Mr Maduna Ngobeni, DoE Deputy Director General: Energy Regulation, noted that the Portfolio Committee amendments in the A-list had been incorporated into the B version of the Bill. However the referencing in the Bill was not correct as it was aligned to the old Bill and still had to be corrected. Secondly, the A-list had been revised and omissions corrected and the document sent to the printers. However the printed A-list did not reflect these changes. He asked if the DoE should indicate the changes on the A-list throughout the presentation.
The Chairperson replied that the DoE should indicate the changes to the A-list throughout their presentation.
Portfolio Committee Amendments to ISMO Bill (Morning session)
Mr Ngobeni went through the Portfolio Committee amendments (see A-list).
Clause 1: Definitions
The following definitions were added:
- System Operations
Clause 6: Subsidiaries and accountability
Clause 14: Resignation, removal from office and vacancies of Board
Mr S Mayathula (ANC) referred to the titles for Clause 13 and Clause 14, which read ‘Appointment of non-executive members of Board’ and ‘Resignation, removal from office and vacancies of Board’ respectively and asked if “members of Board” should not be added at the end of each title.

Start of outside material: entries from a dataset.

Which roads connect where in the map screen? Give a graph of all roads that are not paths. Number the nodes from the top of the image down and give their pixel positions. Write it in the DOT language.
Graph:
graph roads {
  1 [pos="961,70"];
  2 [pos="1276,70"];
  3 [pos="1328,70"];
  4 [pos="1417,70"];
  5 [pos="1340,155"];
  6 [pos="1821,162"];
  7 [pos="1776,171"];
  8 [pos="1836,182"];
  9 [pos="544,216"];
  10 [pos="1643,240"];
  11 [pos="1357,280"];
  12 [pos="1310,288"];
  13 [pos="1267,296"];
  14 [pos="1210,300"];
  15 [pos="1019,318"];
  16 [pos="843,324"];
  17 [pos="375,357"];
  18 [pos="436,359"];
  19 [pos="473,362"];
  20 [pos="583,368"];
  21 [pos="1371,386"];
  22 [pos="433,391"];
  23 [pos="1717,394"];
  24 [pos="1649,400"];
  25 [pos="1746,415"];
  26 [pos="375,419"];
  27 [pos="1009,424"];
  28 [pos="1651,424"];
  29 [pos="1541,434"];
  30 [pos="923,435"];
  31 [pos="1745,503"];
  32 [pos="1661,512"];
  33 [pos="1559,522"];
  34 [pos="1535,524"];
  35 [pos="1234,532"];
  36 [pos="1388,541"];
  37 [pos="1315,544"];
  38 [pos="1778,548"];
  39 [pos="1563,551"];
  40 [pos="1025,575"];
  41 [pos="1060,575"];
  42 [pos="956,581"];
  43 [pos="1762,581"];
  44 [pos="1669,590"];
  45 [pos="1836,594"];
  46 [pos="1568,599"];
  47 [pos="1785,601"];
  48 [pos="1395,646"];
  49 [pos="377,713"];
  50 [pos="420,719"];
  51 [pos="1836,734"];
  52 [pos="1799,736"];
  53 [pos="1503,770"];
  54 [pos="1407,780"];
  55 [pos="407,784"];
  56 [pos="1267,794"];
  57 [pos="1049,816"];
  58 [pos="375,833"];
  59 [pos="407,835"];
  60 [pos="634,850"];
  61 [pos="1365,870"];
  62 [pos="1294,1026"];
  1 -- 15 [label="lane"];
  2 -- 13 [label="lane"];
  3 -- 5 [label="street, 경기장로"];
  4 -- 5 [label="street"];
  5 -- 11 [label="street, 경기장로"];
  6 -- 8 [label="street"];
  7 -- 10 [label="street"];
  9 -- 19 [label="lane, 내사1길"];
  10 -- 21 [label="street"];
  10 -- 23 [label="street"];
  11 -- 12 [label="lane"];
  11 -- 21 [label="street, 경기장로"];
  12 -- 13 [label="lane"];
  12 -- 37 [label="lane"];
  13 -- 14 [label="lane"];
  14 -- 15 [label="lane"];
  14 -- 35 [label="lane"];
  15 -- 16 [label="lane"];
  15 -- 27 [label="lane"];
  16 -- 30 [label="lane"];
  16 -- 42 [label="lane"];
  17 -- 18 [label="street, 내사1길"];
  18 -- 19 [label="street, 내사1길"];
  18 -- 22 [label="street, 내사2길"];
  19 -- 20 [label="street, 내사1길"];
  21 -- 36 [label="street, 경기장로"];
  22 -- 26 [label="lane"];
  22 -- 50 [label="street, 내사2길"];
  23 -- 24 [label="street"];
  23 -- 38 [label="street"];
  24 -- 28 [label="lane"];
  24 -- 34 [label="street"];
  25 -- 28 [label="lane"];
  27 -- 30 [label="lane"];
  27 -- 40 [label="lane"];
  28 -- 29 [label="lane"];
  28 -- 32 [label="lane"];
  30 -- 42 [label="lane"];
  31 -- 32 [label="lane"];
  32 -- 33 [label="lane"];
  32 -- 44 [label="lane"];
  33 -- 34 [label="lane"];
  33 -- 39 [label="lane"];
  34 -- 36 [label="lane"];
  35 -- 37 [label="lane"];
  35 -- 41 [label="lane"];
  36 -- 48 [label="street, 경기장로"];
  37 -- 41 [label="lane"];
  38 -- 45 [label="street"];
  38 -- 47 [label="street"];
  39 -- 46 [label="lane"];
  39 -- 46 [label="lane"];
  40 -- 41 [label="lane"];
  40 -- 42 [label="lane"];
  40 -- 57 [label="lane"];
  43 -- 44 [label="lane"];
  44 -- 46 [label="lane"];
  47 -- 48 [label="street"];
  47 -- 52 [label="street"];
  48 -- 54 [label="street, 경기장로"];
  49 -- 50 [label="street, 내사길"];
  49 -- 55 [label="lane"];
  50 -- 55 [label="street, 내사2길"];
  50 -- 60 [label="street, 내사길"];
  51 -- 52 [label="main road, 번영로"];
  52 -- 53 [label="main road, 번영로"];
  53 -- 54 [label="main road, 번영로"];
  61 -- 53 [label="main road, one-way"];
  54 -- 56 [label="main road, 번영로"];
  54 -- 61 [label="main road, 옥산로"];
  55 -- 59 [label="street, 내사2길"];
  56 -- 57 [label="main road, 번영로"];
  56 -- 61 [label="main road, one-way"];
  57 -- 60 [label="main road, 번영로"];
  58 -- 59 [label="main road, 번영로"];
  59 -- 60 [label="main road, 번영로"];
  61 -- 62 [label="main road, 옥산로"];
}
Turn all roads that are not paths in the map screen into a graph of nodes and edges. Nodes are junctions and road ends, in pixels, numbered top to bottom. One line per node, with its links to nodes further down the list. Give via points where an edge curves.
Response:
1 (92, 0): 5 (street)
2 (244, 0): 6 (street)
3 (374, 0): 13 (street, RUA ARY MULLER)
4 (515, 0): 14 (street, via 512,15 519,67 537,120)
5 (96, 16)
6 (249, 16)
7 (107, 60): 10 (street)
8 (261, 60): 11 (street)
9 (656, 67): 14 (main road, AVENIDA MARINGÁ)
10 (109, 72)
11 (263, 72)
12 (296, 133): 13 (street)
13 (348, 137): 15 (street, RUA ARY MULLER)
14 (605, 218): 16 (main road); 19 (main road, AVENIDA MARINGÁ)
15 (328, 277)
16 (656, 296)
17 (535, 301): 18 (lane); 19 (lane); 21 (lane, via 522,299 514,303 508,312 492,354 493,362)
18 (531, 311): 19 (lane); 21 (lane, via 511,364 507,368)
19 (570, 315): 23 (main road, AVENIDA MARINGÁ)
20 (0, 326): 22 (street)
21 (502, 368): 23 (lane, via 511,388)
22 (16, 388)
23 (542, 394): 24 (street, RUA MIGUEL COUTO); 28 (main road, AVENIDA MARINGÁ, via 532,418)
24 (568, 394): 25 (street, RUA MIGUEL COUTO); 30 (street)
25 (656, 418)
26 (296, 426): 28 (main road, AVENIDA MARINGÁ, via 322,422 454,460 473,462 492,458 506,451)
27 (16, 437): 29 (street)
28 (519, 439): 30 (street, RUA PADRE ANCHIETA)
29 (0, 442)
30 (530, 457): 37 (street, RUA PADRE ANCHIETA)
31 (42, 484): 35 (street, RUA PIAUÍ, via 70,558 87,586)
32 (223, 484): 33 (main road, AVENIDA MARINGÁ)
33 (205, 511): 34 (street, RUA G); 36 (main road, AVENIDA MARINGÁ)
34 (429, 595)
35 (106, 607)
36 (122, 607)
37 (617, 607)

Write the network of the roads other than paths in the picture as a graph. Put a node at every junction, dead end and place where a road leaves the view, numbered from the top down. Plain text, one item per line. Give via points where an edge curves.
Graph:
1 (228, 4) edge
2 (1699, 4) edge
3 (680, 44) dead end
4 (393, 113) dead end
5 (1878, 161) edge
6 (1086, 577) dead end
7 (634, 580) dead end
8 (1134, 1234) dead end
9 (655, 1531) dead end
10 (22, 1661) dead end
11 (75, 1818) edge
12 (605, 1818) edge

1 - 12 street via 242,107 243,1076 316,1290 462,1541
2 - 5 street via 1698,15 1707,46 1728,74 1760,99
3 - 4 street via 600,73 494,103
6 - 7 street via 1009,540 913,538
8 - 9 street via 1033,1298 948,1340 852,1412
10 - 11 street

Clause 37: Intervention by Minister
Clause rejected and a new Clause inserted.
The Chairperson stated that DoE was suppose to highlight only sections which still needed to be discussed on the A-list and those drafting changes not yet introduced into the Bill. He argued that Clause 37(3)(b) was supposed to have been deleted from the A-list as per the previous meeting’s discussion.
Mr K Moloto (ANC) referred to Clause 37(1)(c) and argued that it was also suppose to be deleted. Seeing that the A-list under discussion was to indicate which changes had been effected since the previous meetings’ discussion.
Ms Vania Mahotas, DoE Executive Director, Electricity Regulation, noted the comments and stated that Clause 37(1)(c) would be deleted.
Mr Ngobeni referred to Clause 37(10) and argued that “a competent court” should be changed to “a court of law”.
Mr Theo Hercules, Principal State Law Advisor, said that according to the law, “a competent court” would refer to any court of law. Therefore the wording as it stood was not an issue which needed changing.
Mr Mayathula argued that if the “competent court” was not clearly defined, it could be assumed to mean any court.
Mr Hercules replied that it was known under current convention that “a competent court” was referring to any court of law and no other court.
Mr Ngobeni said that cross-referencing between the A-list and the Bill needed to be effected. Therefore the current numbering in the A-list was incorrect and would be changed.
Mr Hercules added that the numbering in the B-list had been changed. However, the A-list, which was solely for discussion purposes, still had errors on it. Wherever a clause was deleted, all the numbering would change.
Proposal on the way forward:
Mr Moloto asked if the Committee was going to adopt the Bill with the assumption that the changes missing in the A-list would be incorporated into it. If not, he proposed that the DoE be given an hour’s break to incorporate the final changes into the A-list, so they could present a complete Bill. The cross-referencing could be done later, but the Committee needed to approve the content before adopting the Bill.
The Chairperson agreed to Mr Moloto’s proposal and said that it was important that the Committee approved the content of the Bill as it was presented to them as accountability for the Bill rested on their shoulders.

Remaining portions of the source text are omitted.